*What is expected*.
Below is a block of records; return all of them exactly, but without the images.
BEGIN Provided data
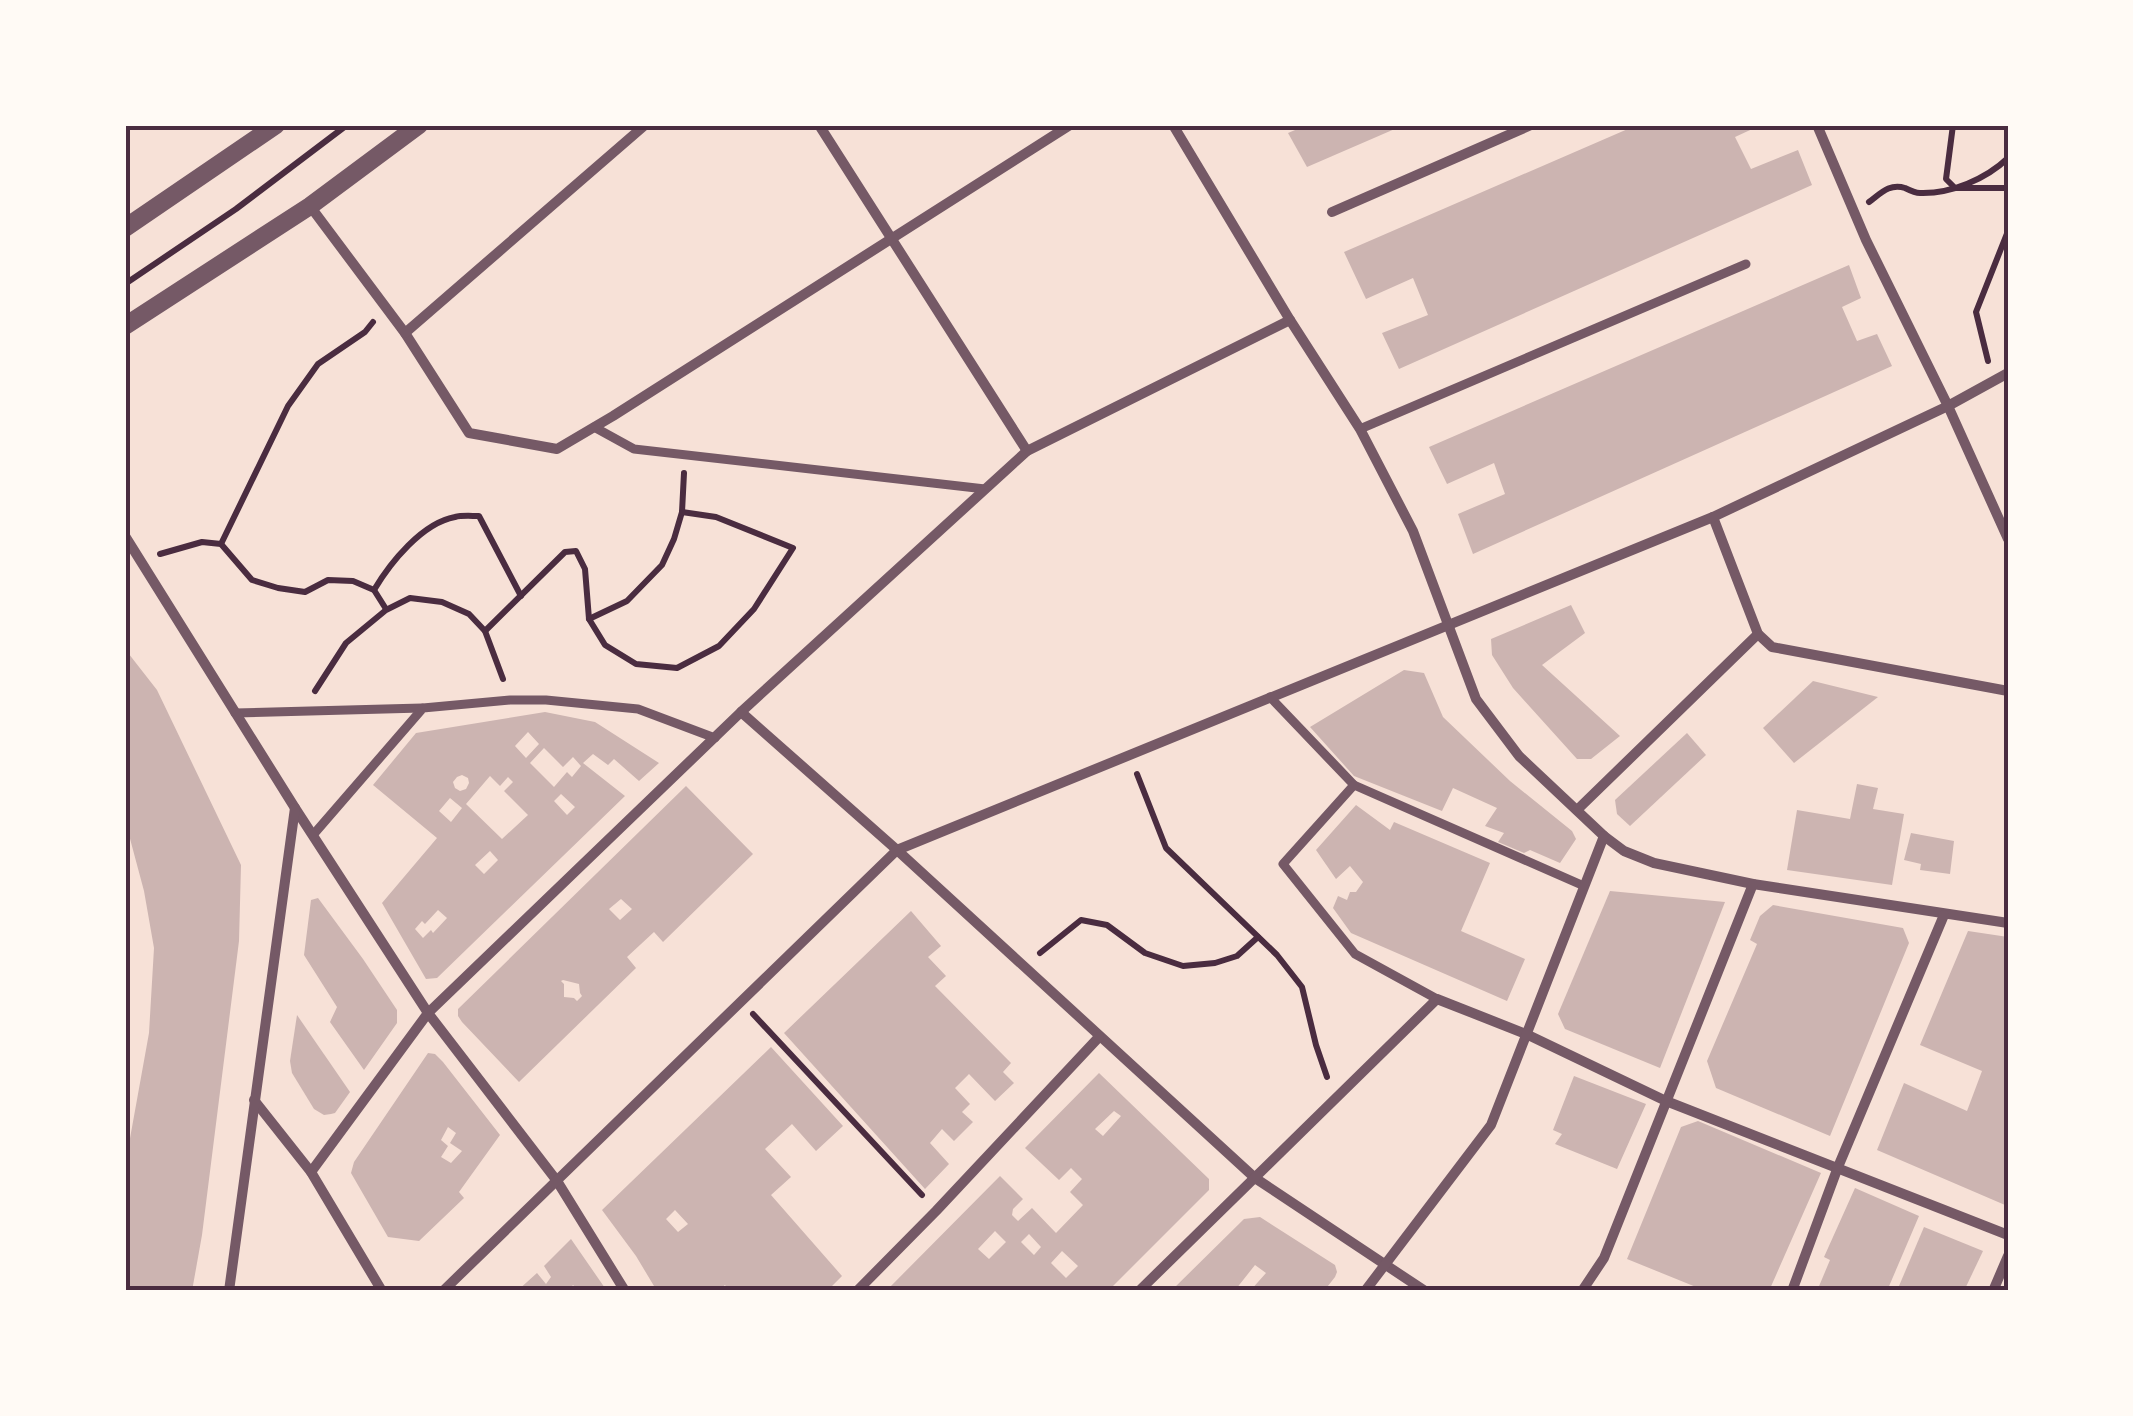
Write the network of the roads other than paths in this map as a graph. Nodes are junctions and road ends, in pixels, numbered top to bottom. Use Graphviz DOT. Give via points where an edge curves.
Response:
graph roads {
  1 [pos="276,125"];
  2 [pos="419,125"];
  3 [pos="644,125"];
  4 [pos="819,125"];
  5 [pos="1070,125"];
  6 [pos="1173,125"];
  7 [pos="1531,125"];
  8 [pos="1817,125"];
  9 [pos="310,206"];
  10 [pos="1332,212"];
  11 [pos="125,228"];
  12 [pos="893,238"];
  13 [pos="1746,264"];
  14 [pos="1290,320"];
  15 [pos="125,326"];
  16 [pos="405,333"];
  17 [pos="2008,373"];
  18 [pos="1948,406"];
  19 [pos="594,428"];
  20 [pos="1360,429"];
  21 [pos="1027,451"];
  22 [pos="985,489"];
  23 [pos="1713,517"];
  24 [pos="125,536"];
  25 [pos="2008,539"];
  26 [pos="1447,624"];
  27 [pos="1758,634"];
  28 [pos="2008,691"];
  29 [pos="1270,697"];
  30 [pos="423,708"];
  31 [pos="741,712"];
  32 [pos="235,713"];
  33 [pos="715,738"];
  34 [pos="1354,785"];
  35 [pos="295,808"];
  36 [pos="1577,810"];
  37 [pos="313,835"];
  38 [pos="1604,836"];
  39 [pos="897,850"];
  40 [pos="1754,884"];
  41 [pos="1584,886"];
  42 [pos="1944,915"];
  43 [pos="2008,923"];
  44 [pos="1436,998"];
  45 [pos="428,1014"];
  46 [pos="1526,1034"];
  47 [pos="1099,1037"];
  48 [pos="254,1100"];
  49 [pos="1666,1101"];
  50 [pos="1838,1167"];
  51 [pos="311,1172"];
  52 [pos="1254,1178"];
  53 [pos="556,1180"];
  54 [pos="2008,1234"];
  55 [pos="2008,1256"];
  56 [pos="1386,1266"];
  57 [pos="229,1291"];
  58 [pos="382,1291"];
  59 [pos="442,1291"];
  60 [pos="625,1291"];
  61 [pos="857,1291"];
  62 [pos="1139,1291"];
  63 [pos="1365,1291"];
  64 [pos="1425,1291"];
  65 [pos="1582,1291"];
  66 [pos="1792,1291"];
  67 [pos="1994,1291"];
  1 -- 11 [label="street"];
  2 -- 9 [label="street"];
  3 -- 16 [label="street"];
  4 -- 12 [label="street"];
  5 -- 12 [label="street"];
  6 -- 14 [label="street"];
  7 -- 10 [label="street"];
  8 -- 18 [label="street"];
  9 -- 15 [label="street"];
  9 -- 16 [label="street"];
  12 -- 19 [label="street"];
  12 -- 21 [label="street"];
  13 -- 20 [label="street"];
  14 -- 20 [label="street"];
  14 -- 21 [label="street"];
  16 -- 19 [label="street" via="469,433 557,448"];
  17 -- 18 [label="street"];
  18 -- 23 [label="street"];
  18 -- 25 [label="street"];
  19 -- 22 [label="street" via="634,450"];
  20 -- 26 [label="street" via="1413,531"];
  21 -- 22 [label="street"];
  22 -- 31 [label="street"];
  23 -- 26 [label="street"];
  23 -- 27 [label="street"];
  24 -- 32 [label="street"];
  26 -- 29 [label="street"];
  26 -- 36 [label="street" via="1476,698 1519,756"];
  27 -- 28 [label="street" via="1788,652"];
  27 -- 36 [label="street"];
  29 -- 34 [label="street"];
  29 -- 39 [label="street"];
  30 -- 32 [label="street"];
  30 -- 33 [label="street" via="546,700 638,709"];
  30 -- 37 [label="street"];
  31 -- 33 [label="street"];
  31 -- 39 [label="street"];
  32 -- 35 [label="street"];
  33 -- 45 [label="street"];
  34 -- 41 [label="street"];
  34 -- 44 [label="street" via="1283,864 1354,954"];
  35 -- 37 [label="street"];
  35 -- 48 [label="street"];
  36 -- 38 [label="street"];
  37 -- 45 [label="street"];
  38 -- 40 [label="street" via="1654,863"];
  38 -- 41 [label="street"];
  39 -- 47 [label="street"];
  39 -- 53 [label="street"];
  40 -- 42 [label="street"];
  40 -- 49 [label="street"];
  41 -- 46 [label="street"];
  42 -- 43 [label="street"];
  42 -- 50 [label="street"];
  44 -- 46 [label="street"];
  44 -- 52 [label="street"];
  45 -- 51 [label="street"];
  45 -- 53 [label="street"];
  46 -- 49 [label="street"];
  46 -- 56 [label="street" via="1490,1125"];
  47 -- 52 [label="street"];
  47 -- 61 [label="street"];
  48 -- 51 [label="street"];
  48 -- 57 [label="street"];
  49 -- 50 [label="street"];
  49 -- 65 [label="street" via="1604,1258"];
  50 -- 54 [label="street"];
  50 -- 66 [label="street"];
  51 -- 58 [label="street"];
  52 -- 56 [label="street"];
  52 -- 62 [label="street"];
  53 -- 59 [label="street"];
  53 -- 60 [label="street"];
  55 -- 67 [label="street"];
  56 -- 63 [label="street"];
  56 -- 64 [label="street"];
}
END Provided data
*Answer to this task*.
Write the network of the roads other than paths in this map as a graph. Nodes are junctions and road ends, in pixels, numbered top to bottom. Use Graphviz DOT. Give via points where an edge curves.
Response:
graph roads {
  1 [pos="276,125"];
  2 [pos="419,125"];
  3 [pos="644,125"];
  4 [pos="819,125"];
  5 [pos="1070,125"];
  6 [pos="1173,125"];
  7 [pos="1531,125"];
  8 [pos="1817,125"];
  9 [pos="310,206"];
  10 [pos="1332,212"];
  11 [pos="125,228"];
  12 [pos="893,238"];
  13 [pos="1746,264"];
  14 [pos="1290,320"];
  15 [pos="125,326"];
  16 [pos="405,333"];
  17 [pos="2008,373"];
  18 [pos="1948,406"];
  19 [pos="594,428"];
  20 [pos="1360,429"];
  21 [pos="1027,451"];
  22 [pos="985,489"];
  23 [pos="1713,517"];
  24 [pos="125,536"];
  25 [pos="2008,539"];
  26 [pos="1447,624"];
  27 [pos="1758,634"];
  28 [pos="2008,691"];
  29 [pos="1270,697"];
  30 [pos="423,708"];
  31 [pos="741,712"];
  32 [pos="235,713"];
  33 [pos="715,738"];
  34 [pos="1354,785"];
  35 [pos="295,808"];
  36 [pos="1577,810"];
  37 [pos="313,835"];
  38 [pos="1604,836"];
  39 [pos="897,850"];
  40 [pos="1754,884"];
  41 [pos="1584,886"];
  42 [pos="1944,915"];
  43 [pos="2008,923"];
  44 [pos="1436,998"];
  45 [pos="428,1014"];
  46 [pos="1526,1034"];
  47 [pos="1099,1037"];
  48 [pos="254,1100"];
  49 [pos="1666,1101"];
  50 [pos="1838,1167"];
  51 [pos="311,1172"];
  52 [pos="1254,1178"];
  53 [pos="556,1180"];
  54 [pos="2008,1234"];
  55 [pos="2008,1256"];
  56 [pos="1386,1266"];
  57 [pos="229,1291"];
  58 [pos="382,1291"];
  59 [pos="442,1291"];
  60 [pos="625,1291"];
  61 [pos="857,1291"];
  62 [pos="1139,1291"];
  63 [pos="1365,1291"];
  64 [pos="1425,1291"];
  65 [pos="1582,1291"];
  66 [pos="1792,1291"];
  67 [pos="1994,1291"];
  1 -- 11 [label="street"];
  2 -- 9 [label="street"];
  3 -- 16 [label="street"];
  4 -- 12 [label="street"];
  5 -- 12 [label="street"];
  6 -- 14 [label="street"];
  7 -- 10 [label="street"];
  8 -- 18 [label="street"];
  9 -- 15 [label="street"];
  9 -- 16 [label="street"];
  12 -- 19 [label="street"];
  12 -- 21 [label="street"];
  13 -- 20 [label="street"];
  14 -- 20 [label="street"];
  14 -- 21 [label="street"];
  16 -- 19 [label="street" via="469,433 557,448"];
  17 -- 18 [label="street"];
  18 -- 23 [label="street"];
  18 -- 25 [label="street"];
  19 -- 22 [label="street" via="634,450"];
  20 -- 26 [label="street" via="1413,531"];
  21 -- 22 [label="street"];
  22 -- 31 [label="street"];
  23 -- 26 [label="street"];
  23 -- 27 [label="street"];
  24 -- 32 [label="street"];
  26 -- 29 [label="street"];
  26 -- 36 [label="street" via="1476,698 1519,756"];
  27 -- 28 [label="street" via="1788,652"];
  27 -- 36 [label="street"];
  29 -- 34 [label="street"];
  29 -- 39 [label="street"];
  30 -- 32 [label="street"];
  30 -- 33 [label="street" via="546,700 638,709"];
  30 -- 37 [label="street"];
  31 -- 33 [label="street"];
  31 -- 39 [label="street"];
  32 -- 35 [label="street"];
  33 -- 45 [label="street"];
  34 -- 41 [label="street"];
  34 -- 44 [label="street" via="1283,864 1354,954"];
  35 -- 37 [label="street"];
  35 -- 48 [label="street"];
  36 -- 38 [label="street"];
  37 -- 45 [label="street"];
  38 -- 40 [label="street" via="1654,863"];
  38 -- 41 [label="street"];
  39 -- 47 [label="street"];
  39 -- 53 [label="street"];
  40 -- 42 [label="street"];
  40 -- 49 [label="street"];
  41 -- 46 [label="street"];
  42 -- 43 [label="street"];
  42 -- 50 [label="street"];
  44 -- 46 [label="street"];
  44 -- 52 [label="street"];
  45 -- 51 [label="street"];
  45 -- 53 [label="street"];
  46 -- 49 [label="street"];
  46 -- 56 [label="street" via="1490,1125"];
  47 -- 52 [label="street"];
  47 -- 61 [label="street"];
  48 -- 51 [label="street"];
  48 -- 57 [label="street"];
  49 -- 50 [label="street"];
  49 -- 65 [label="street" via="1604,1258"];
  50 -- 54 [label="street"];
  50 -- 66 [label="street"];
  51 -- 58 [label="street"];
  52 -- 56 [label="street"];
  52 -- 62 [label="street"];
  53 -- 59 [label="street"];
  53 -- 60 [label="street"];
  55 -- 67 [label="street"];
  56 -- 63 [label="street"];
  56 -- 64 [label="street"];
}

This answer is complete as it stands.